Scoring (scoring)

Scoring (`scoring`)¶

Feature score is an assessment of the usefulness of the feature for prediction of the dependant (class) variable. Orange provides classes that compute the common feature scores for classification and regression regression.

The script below computes the information gain of feature “tear_rate” in the Lenses data set (loaded into data):

>>> print Orange.feature.scoring.InfoGain("tear_rate", data)
0.548795044422

Calling the scorer by passing the variable and the data to the constructor, like above is convenient. However, when scoring multiple variables, some methods run much faster if the scorer is constructed, stored and called for each variable.

>>> gain = Orange.feature.scoring.InfoGain()
>>> for feature in data.domain.features:
...     print feature.name, gain(feature, data)
age 0.0393966436386
prescription 0.0395109653473
astigmatic 0.377005338669
tear_rate 0.548795044422

The speed gain is most noticable in Relief, which computes the scores of all features in parallel.

The module also provides a convenience function score_all that computes the scores for all attributes. The following example computes feature scores, both with score_all and by scoring each feature individually, and prints out the best three features.

import Orange
voting = Orange.data.Table("voting")

def print_best_3(ma):
    for m in ma[:3]:
        print "%5.3f %s" % (m[1], m[0])

print 'Feature scores for best three features (with score_all):'
ma = Orange.feature.scoring.score_all(voting)
print_best_3(ma)

print

print 'Feature scores for best three features (scored individually):'
meas = Orange.feature.scoring.Relief(k=20, m=50)
mr = [ (a.name, meas(a, voting)) for a in voting.domain.attributes]
mr.sort(key=lambda x: -x[1]) #sort decreasingly by the score
print_best_3(mr)

The output:

Feature scores for best three features (with score_all):
0.613 physician-fee-freeze
0.255 el-salvador-aid
0.228 synfuels-corporation-cutback

Feature scores for best three features (scored individually):
0.613 physician-fee-freeze
0.255 el-salvador-aid
0.228 synfuels-corporation-cutback

It is also possible to score features that do not appear in the data but can be computed from it.
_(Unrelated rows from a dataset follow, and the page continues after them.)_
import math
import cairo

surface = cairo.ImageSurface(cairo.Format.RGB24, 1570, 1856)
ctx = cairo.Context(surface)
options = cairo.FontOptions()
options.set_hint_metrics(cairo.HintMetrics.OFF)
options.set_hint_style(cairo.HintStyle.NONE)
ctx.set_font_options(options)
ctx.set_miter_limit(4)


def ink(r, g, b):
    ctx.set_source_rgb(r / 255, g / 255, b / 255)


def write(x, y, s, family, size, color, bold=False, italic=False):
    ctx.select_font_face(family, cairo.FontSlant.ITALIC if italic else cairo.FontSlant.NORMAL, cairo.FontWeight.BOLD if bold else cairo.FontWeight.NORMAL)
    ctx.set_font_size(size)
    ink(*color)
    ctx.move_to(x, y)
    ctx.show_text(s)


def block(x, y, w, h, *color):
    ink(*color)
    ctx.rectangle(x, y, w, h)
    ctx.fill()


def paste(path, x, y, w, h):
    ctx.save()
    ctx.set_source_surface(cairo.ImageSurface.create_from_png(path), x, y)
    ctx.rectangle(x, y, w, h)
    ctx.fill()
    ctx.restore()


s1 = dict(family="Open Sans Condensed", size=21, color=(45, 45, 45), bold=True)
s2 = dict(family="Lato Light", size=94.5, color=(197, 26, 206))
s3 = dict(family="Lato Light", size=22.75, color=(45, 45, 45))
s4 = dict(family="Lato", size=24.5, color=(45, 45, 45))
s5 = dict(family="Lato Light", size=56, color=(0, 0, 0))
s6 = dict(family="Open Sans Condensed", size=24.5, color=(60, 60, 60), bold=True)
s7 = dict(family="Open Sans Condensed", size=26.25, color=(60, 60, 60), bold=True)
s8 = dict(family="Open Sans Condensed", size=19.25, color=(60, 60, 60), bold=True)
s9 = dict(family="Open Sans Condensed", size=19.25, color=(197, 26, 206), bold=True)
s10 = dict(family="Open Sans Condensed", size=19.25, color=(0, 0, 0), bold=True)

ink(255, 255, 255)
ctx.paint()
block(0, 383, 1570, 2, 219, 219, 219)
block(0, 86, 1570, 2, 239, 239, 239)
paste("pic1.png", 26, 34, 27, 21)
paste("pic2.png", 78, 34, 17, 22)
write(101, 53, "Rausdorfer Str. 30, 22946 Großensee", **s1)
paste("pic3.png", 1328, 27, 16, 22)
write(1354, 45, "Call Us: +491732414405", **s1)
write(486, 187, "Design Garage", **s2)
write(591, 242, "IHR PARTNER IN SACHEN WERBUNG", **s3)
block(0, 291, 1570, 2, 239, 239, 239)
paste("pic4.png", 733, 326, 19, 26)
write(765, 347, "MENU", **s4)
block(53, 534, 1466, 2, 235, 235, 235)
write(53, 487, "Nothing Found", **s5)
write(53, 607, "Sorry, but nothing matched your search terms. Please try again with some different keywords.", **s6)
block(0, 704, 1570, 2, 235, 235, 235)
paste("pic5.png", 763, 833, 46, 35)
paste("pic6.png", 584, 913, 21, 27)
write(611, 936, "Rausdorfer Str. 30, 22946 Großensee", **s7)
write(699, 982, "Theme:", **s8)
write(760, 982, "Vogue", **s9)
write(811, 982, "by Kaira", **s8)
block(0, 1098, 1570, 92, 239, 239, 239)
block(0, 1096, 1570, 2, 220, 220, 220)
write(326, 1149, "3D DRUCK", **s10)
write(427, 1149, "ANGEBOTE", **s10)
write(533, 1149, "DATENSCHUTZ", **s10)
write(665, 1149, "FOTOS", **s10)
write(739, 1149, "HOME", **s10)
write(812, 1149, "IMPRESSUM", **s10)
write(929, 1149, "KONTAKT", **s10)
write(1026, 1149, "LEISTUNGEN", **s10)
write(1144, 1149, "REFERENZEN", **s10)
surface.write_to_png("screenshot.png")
A typical case are discretized features:

import Orange
iris = Orange.data.Table("iris")

d1 = Orange.feature.discretization.Entropy("petal length", iris)
print Orange.feature.scoring.InfoGain(d1, iris)

Calling scoring methods¶

Scorers can be called with different type of arguments. For instance, when given the data, most scoring methods first compute the corresponding contingency tables. If these are already known, they can be given to the scorer instead of the data to save some time.

Not all classes accept all kinds of arguments. Relief, for instance, only supports the form with instances on the input.

Score.__call__(attribute, data[, apriori_class_distribution][, weightID])¶

Parameters:	attribute (`Orange.feature.Descriptor` or int or string) – the chosen feature, either as a descriptor, index, or a name. data (Orange.data.Table) – data. weightID – id for meta-feature with weight.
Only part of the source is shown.